Mark breathed in all of the durability he could from each of the five attacking monsters, granting it to his people instead.
Eliot crafted three spears with a sudden transformation. The only problem with him using his Power like that was that he couldn’t actually throw them with any real strength. He was not a Shaper; his power was just Manipulation. He could, however, toss them in the general direction of one of the beasts, the one attacking him, and hope for the best.
Three spears clattered deep into the flesh of that one wyvern dog, one of them going right through its chest and halfway out the other side. Eliot made a surprised sound and also a tower shield that he stomped into the ground in front of himself. That wyvern dog crashed into that solid shield, dead.
At the same time, Mark brought his blade spear down through the attacking wyvern dog gliding at him. The monster didn’t think Mark’s weapon could hurt it at all, and in a normal scenario that was true. Eliot had been surprised his attack had worked on the one he had killed for very good reasons. Eliot had scouted these things, and they were all between 15 and 25 in Body, and normal steel was Power Level 0.
But Mark had taken all of this monster’s durability that he could, dropping its Body rating low; Mark wasn’t sure how low, actually. It was low enough.

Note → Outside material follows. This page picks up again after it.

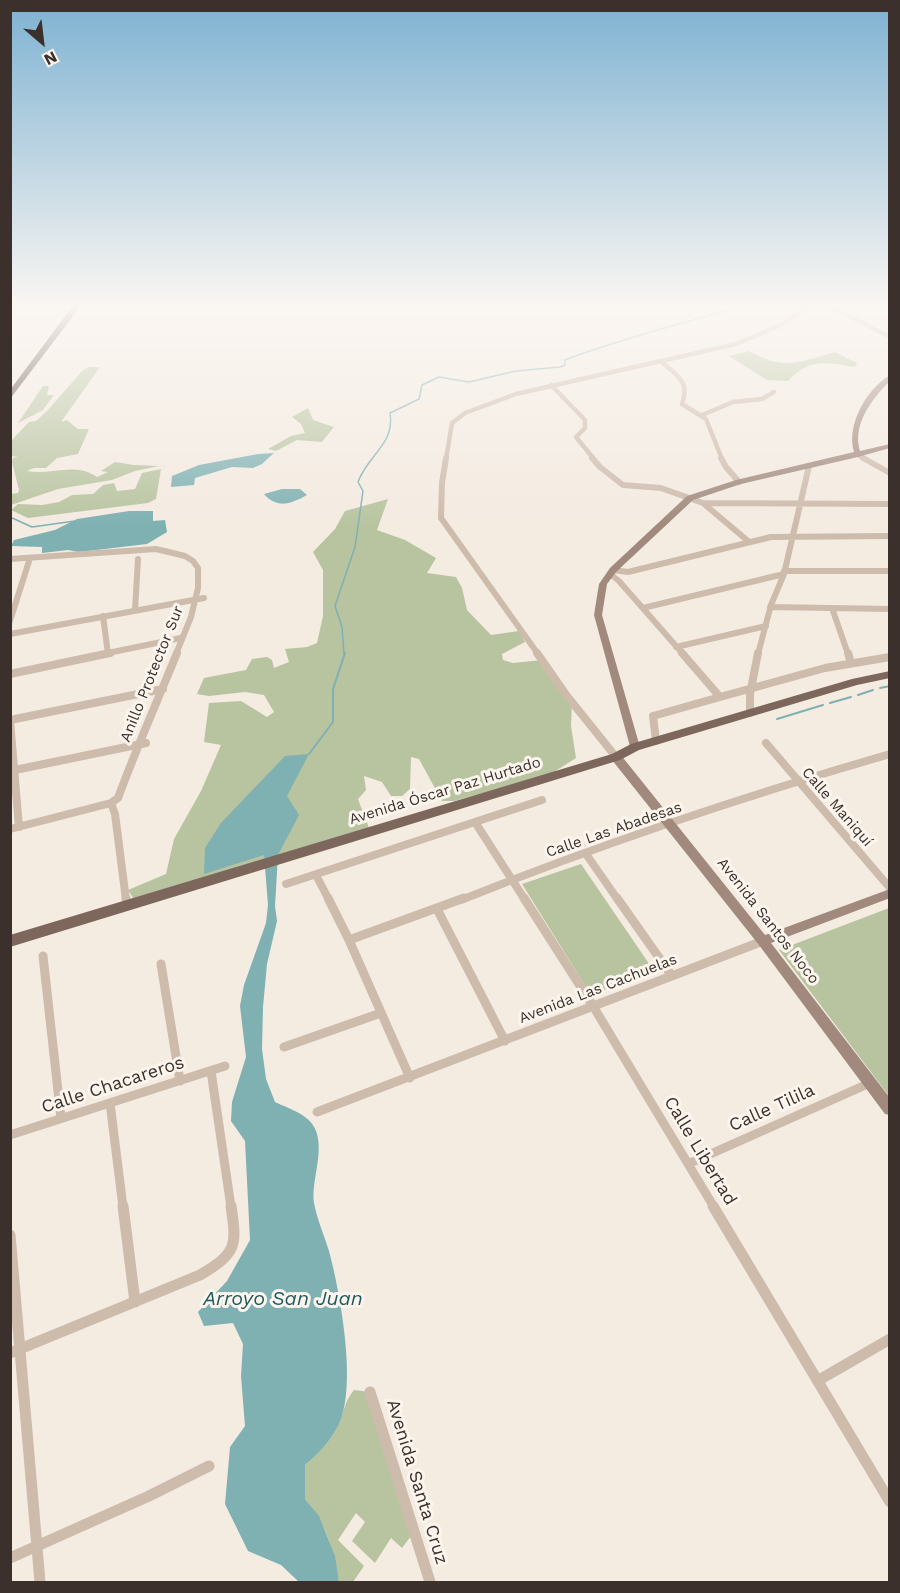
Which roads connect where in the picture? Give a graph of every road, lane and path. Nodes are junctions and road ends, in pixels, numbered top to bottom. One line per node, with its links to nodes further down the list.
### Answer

Mark’s spear cleaved through the creature’s head before getting stuck on its chest. The creature’s wing-claws tried to grab onto Mark, and it succeeded, but Mark was at somewhere like 28 Body right now, and so was everyone else in the party, if they weren’t higher. Eliot was the lowest in Body right now, because David had made him leave his shield behind, but even Eliot was probably at a 20. And Mark was actively protecting everyone, too.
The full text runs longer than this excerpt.